■ Record excerpts
Content starts

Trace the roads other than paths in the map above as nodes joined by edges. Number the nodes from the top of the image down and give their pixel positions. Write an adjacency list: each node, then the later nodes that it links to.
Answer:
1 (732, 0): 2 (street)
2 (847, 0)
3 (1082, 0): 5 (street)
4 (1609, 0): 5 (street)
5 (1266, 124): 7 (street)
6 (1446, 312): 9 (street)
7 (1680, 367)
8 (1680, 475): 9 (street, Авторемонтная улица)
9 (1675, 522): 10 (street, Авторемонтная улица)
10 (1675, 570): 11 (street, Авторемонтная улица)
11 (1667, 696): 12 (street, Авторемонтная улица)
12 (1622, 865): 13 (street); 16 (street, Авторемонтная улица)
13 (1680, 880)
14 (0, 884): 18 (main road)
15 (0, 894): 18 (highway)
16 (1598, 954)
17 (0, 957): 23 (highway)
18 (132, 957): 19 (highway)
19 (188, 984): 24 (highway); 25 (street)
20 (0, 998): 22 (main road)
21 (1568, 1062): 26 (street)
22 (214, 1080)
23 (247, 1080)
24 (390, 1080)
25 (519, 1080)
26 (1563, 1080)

Content ends
Content starts

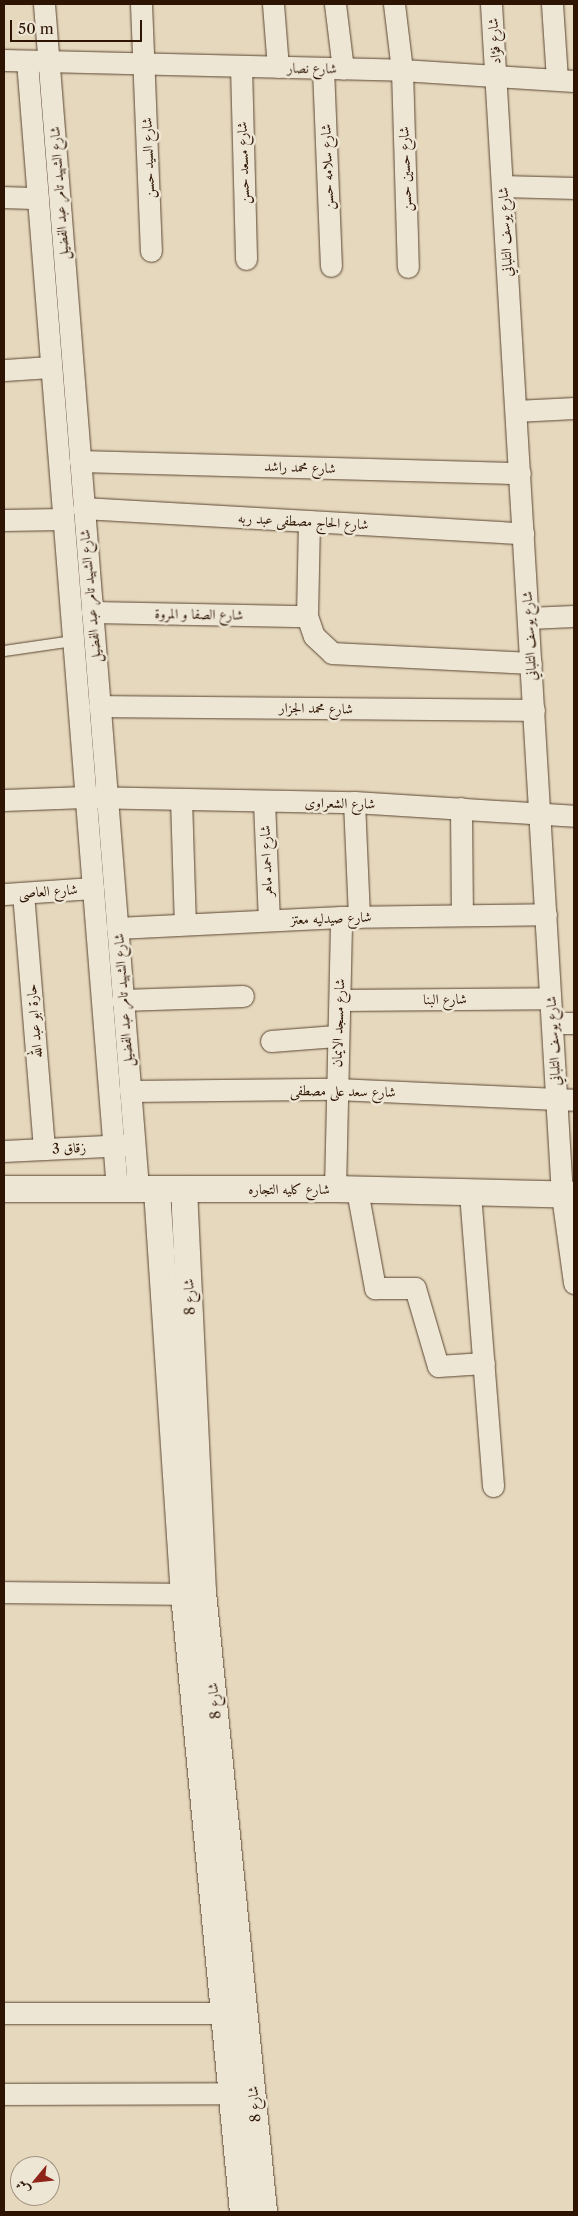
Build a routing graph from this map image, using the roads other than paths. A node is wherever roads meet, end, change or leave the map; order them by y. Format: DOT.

Content ends

■ Your task
Report all lines in the listing above that contain the word "paths".

■ Output of the task
Trace the roads other than paths in the map above as nodes joined by edges. Number the nodes from the top of the image down and give their pixel positions. Write an adjacency list: each node, then the later nodes that it links to.
Build a routing graph from this map image, using the roads other than paths. A node is wherever roads meet, end, change or leave the map; order them by y. Format: DOT.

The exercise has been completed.